In every conversation about student success, we must remember that empowered teachers are the foundation. Yet across Wisconsin and beyond, we are seeing a quiet erosion in one of the most critical pillars of educational excellence…professional development.

At one point, Wisconsin required educators to complete six credits every five years to renew their license. While not perfect, that requirement ensured ongoing growth. Now, with that mandate removed, there is no systemwide guarantee that professional learning is happening. That’s more than a missed opportunity... it is a long-term risk.

We don’t need more compliance. We need more investment.

The Need for Continuous Growth

Teaching never stands still. Students evolve. Expectations shift. Technology advances. Teachers are natural learners. They are wired to grow. But without time, support, and intentional opportunities to develop, even the best educators can hit a wall.

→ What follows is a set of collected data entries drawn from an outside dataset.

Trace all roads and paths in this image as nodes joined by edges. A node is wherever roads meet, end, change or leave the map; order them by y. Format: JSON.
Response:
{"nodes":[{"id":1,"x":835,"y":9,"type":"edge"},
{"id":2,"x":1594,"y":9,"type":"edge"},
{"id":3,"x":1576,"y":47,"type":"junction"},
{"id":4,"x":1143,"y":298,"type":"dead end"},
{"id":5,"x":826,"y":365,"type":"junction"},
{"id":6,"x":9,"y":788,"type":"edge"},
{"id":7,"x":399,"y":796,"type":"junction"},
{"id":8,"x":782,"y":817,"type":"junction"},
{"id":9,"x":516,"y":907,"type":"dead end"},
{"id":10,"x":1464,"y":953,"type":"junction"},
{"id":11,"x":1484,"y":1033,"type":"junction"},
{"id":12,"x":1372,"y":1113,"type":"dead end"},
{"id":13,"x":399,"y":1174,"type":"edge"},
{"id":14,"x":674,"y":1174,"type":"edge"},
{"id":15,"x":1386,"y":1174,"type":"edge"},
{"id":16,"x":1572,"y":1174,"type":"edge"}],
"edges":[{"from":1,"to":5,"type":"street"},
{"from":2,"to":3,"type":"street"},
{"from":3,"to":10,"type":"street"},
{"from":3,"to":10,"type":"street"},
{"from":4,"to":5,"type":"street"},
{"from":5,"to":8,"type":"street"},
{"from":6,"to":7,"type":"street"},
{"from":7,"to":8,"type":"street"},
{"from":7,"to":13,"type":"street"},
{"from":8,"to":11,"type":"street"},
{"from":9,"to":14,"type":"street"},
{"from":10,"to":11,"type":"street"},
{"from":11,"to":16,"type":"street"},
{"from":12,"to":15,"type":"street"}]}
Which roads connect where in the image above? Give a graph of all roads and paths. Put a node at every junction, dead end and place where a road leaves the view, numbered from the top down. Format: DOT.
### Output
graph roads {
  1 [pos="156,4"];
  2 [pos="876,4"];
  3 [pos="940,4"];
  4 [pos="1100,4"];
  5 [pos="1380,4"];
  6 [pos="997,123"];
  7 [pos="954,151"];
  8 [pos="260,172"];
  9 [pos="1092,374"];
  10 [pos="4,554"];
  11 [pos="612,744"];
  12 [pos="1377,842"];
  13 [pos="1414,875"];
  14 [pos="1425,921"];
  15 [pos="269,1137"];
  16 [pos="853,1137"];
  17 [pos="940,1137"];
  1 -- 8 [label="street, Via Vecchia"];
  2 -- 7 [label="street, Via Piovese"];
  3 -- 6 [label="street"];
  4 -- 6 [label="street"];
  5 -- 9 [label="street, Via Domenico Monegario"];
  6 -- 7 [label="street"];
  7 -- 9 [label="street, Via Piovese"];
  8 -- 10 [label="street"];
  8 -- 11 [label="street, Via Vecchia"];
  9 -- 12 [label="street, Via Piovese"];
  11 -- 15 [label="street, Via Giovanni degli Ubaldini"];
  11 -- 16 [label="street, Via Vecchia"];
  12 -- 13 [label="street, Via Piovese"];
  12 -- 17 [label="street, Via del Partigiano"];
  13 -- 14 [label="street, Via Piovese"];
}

Effective professional development does more than deliver new ideas... it sharpens practice, builds confidence, and reminds educators they are not alone in facing today’s challenges. Research from the Learning Policy Institute shows that sustained, high-quality professional learning leads to student achievement gains as high as 21 percentile points.

It Must Be Relevant

Today’s professional learning must be useful and timely. Teachers do not need one more generic training. They need coaching, collaboration, and practical tools that meet them where they are.

Artificial intelligence is one of those tools. Teachers are beginning to use AI to customize lessons, provide feedback, draft communications, and reduce the workload that eats into evenings and weekends. With the right training, AI can support both instruction and teacher wellness. But it takes time to learn it... and trust it.

Retention and Growth Are Connected

Professional learning is not just about helping teachers improve—it is also about helping them stay. Research backs this up.

The RAND Corporation, a respected nonprofit research organization, has studied education systems across the country for decades. Originally established in 1948 to support military research, RAND has grown into a global leader in nonpartisan, evidence-based policy analysis. Their work in education focuses on real-world challenges... teacher effectiveness, school improvement, curriculum quality, and workforce stability.

In a recent study, RAND researchers surveyed public school teachers and found that teachers who reported having access to meaningful professional development were significantly more likely to stay in the profession. Conversely, those who lacked access to ongoing training were more likely to report burnout, job dissatisfaction, and intentions to leave.

The connection is simple. When teachers feel they are growing, they are more confident, more engaged, and more likely to remain in the field. When that growth is ignored... attrition rises.

RAND’s findings also pointed out that professional development linked to teachers’ specific content areas and instructional challenges had the most impact... especially when it was sustained over time, collaborative in nature, and embedded in the school’s culture.

If we want to slow the revolving door of teacher turnover, we must invest in the growth of the people already in our classrooms.

What We Can Do

Leaders must make professional growth a cultural expectation... not just a box to check. Build it into the calendar. Make it part of the budget. Celebrate the people who pursue it.

Whether it is through coaching, college coursework, AI literacy, or peer learning communities, the message must be clear... growth is who we are.

Because when we invest in teachers, we are not just helping them. We are helping every student who walks through their classroom door.

 

Dr. Jamie Nutter is CESA 3’s Agency Administrator.